Carl Ledbetter, chief technology officer at Novell Inc., told the court last week that Microsoft hasn’t disclosed several application programming interfaces (API) “sorely needed to improve the interoperability” of Windows and NetWare, his company’s network operating system.
The remedy proposed by the nine nonsettling states and the District of Columbia would give Novell and other firms access to Microsoft’s source code. A proposed settlement agreed to by Microsoft and the Bush administration requires Microsoft to disclose APIs, the doorways between programs, but it doesn’t give competitors direct source-code access.
The interoperability of NetWare with Windows applications is a concern of Hugh Winesett, a senior systems analyst at Southwest Gas Corp., a Las Vegas-based utility with 1.3 million customers. The company runs far more NetWare servers than Microsoft servers but uses Microsoft applications such as Excel. And Winesett said there are sometimes problems with performance and file saving on Novell servers.
Southwest Gas remains committed to NetWare because of the software’s cost and stability, said Winesett, but there’s pressure to change. Interoperability issues draw management questions that put IT managers on the defensive. “It forces you into a Microsoft solution because of user complaints,” he said.
The states would also require Microsoft to auction Office licenses to rival developers so they can port the software to port it to other operating systems.

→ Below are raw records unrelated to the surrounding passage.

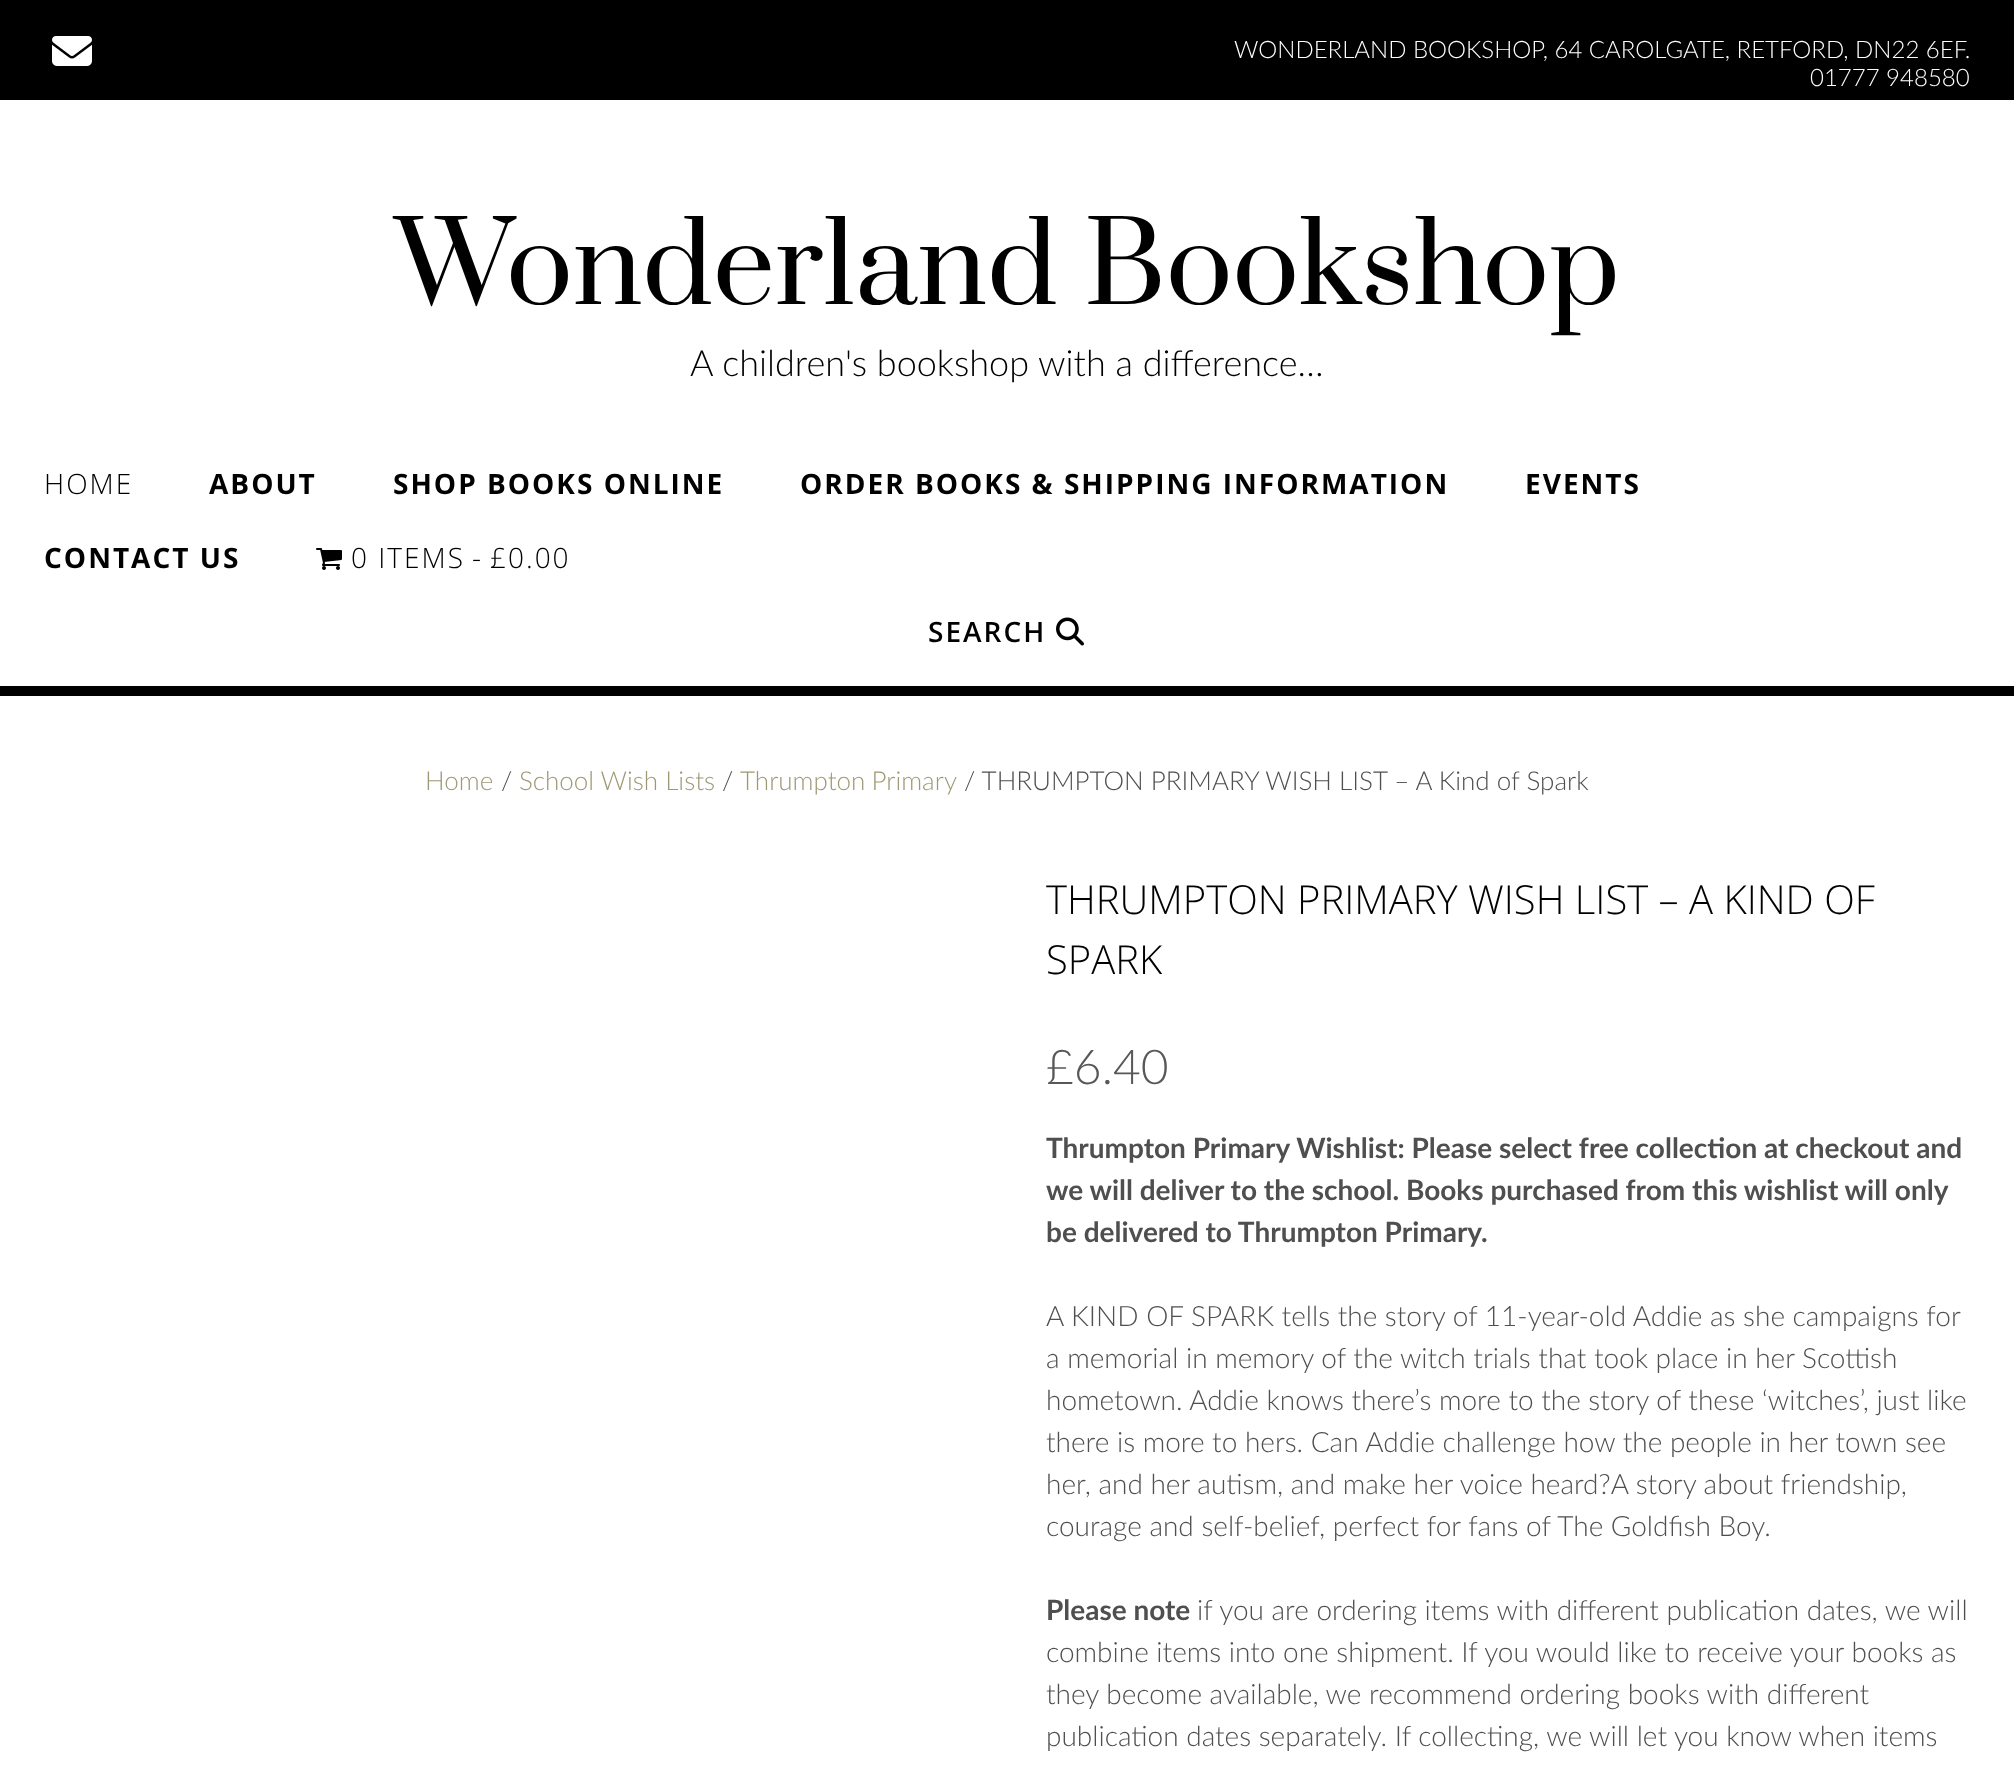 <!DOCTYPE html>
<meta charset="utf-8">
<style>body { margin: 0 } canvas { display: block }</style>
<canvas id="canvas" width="2014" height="1766"></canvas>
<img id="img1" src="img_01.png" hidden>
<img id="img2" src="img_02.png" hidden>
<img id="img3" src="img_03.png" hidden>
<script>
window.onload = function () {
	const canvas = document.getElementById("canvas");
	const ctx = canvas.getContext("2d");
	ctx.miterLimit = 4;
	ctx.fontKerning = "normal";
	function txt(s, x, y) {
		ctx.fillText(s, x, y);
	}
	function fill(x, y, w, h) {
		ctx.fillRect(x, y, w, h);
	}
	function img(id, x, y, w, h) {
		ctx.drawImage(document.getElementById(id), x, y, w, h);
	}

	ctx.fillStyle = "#FFFFFF";
	fill(0, 0, 2014, 1766);
	ctx.fillStyle = "#000000";
	fill(0, 0, 2014, 100);
	img("img1", 52, 36, 40, 30);
	fill(0, 686, 2014, 10);
	img("img2", 316, 548, 26, 22);
	img("img3", 1056, 617, 28, 29);
	ctx.font = "300 24px Lato";
	ctx.fillStyle = "#FFFFFF";
	txt("WONDERLAND BOOKSHOP, 64 CAROLGATE, RETFORD, DN22 6EF.", 1234, 58);
	txt("01777 948580", 1810, 86);
	ctx.font = "110px Prata";
	ctx.fillStyle = "#000000";
	txt("Wonderland Bookshop", 395, 304);
	ctx.font = "300 36px Lato";
	txt("A children's bookshop with a difference…", 690, 376);
	ctx.letterSpacing = "2px";
	ctx.font = "300 28px Open Sans";
	txt("HOME", 44, 494);
	ctx.font = "bold 28px Open Sans";
	txt("ABOUT", 209, 494);
	txt("SHOP BOOKS ONLINE", 393, 494);
	txt("ORDER BOOKS & SHIPPING INFORMATION", 800, 494);
	txt("EVENTS", 1525, 494);
	txt("CONTACT US", 44, 568);
	ctx.font = "300 28px Open Sans";
	txt("0 ITEMS", 351, 568);
	txt("-", 472, 568);
	txt("£0.00", 490, 568);
	ctx.font = "600 28px Open Sans";
	txt("SEARCH", 928, 642);
	ctx.letterSpacing = "0px";
	ctx.font = "300 26px Lato";
	ctx.fillStyle = "#9E9974";
	txt("Home", 425, 790);
	ctx.fillStyle = "#4F4F4F";
	txt("/", 501, 790);
	ctx.fillStyle = "#9E9974";
	txt("School Wish Lists", 519, 790);
	ctx.fillStyle = "#4F4F4F";
	txt("/", 722, 790);
	ctx.wordSpacing = "-1px";
	ctx.fillStyle = "#9E9974";
	txt("Thrumpton Primary", 740, 790);
	ctx.wordSpacing = "0px";
	ctx.fillStyle = "#4F4F4F";
	txt("/ THRUMPTON PRIMARY WISH LIST – A Kind of Spark", 964, 790);
	ctx.font = "300 40px Open Sans";
	ctx.fillStyle = "#000000";
	txt("THRUMPTON PRIMARY WISH LIST – A KIND OF", 1046, 914);
	txt("SPARK", 1046, 974);
	ctx.font = "300 48px Lato";
	ctx.fillStyle = "#58585A";
	txt("£6.40", 1046, 1084);
	ctx.font = "bold 28px Lato";
	ctx.fillStyle = "#4F4F4F";
	txt("Thrumpton Primary Wishlist: Please select free collection at checkout and", 1046, 1158);
	txt("we will deliver to the school. Books purchased from this wishlist will only", 1046, 1200);
	txt("be delivered to Thrumpton Primary.", 1046, 1242);
	ctx.font = "300 28px Lato";
	txt("A KIND OF SPARK tells the story of 11-year-old Addie as she campaigns for", 1046, 1326);
	txt("a memorial in memory of the witch trials that took place in her Scottish", 1046, 1368);
	txt("hometown. Addie knows there’s more to the story of these ‘witches’, just like", 1046, 1410);
	txt("there is more to hers. Can Addie challenge how the people in her town see", 1046, 1452);
	txt("her, and her autism, and make her voice heard?A story about friendship,", 1046, 1494);
	txt("courage and self-belief, perfect for fans of The Goldfish Boy.", 1046, 1536);
	ctx.font = "bold 28px Lato";
	txt("Please note", 1046, 1620);
	ctx.font = "300 28px Lato";
	txt("if you are ordering items with different publication dates, we will", 1197, 1620);
	txt("combine items into one shipment. If you would like to receive your books as", 1046, 1662);
	txt("they become available, we recommend ordering books with different", 1046, 1704);
	txt("publication dates separately. If collecting, we will let you know when items", 1046, 1746);
};
</script>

One company likely to bid on such a license is Linux vendor Red Hat Inc.
Michael Tiemann, chief technology officer at the Raleigh, N.C.-based firm, told the court last week that support for Office is “the first question” asked by enterprise users. And with it available on Linux, the open-source operating system would improve on its current 2 percent market share.
IT managers agreed. “If Office were available for a Linux desktop, there would be a number of CIOs who would push their desktop teams to Linux,” said Brian Kilcourse, CIO at Longs Drug Stores Corp., a Walnut Creek, Calif.-based retail chain with about 5,000 end users. One reason Kilcourse said he would consider switching to Linux is because Microsoft is making it “increasingly difficult to choose enterprise tools” such as Java “that aren’t Microsoft-based on the server side.”
Office on Linux would make it possible for Jack Billiel, the IT manager at dairy company H.P. Hood Inc. in Chelsea, Mass., to consider installing Linux on user laptops — if he knew that there would be no technical problems and that it would save money. “If it’s not going to be cost-effective, why would I bother making the change?” he asked.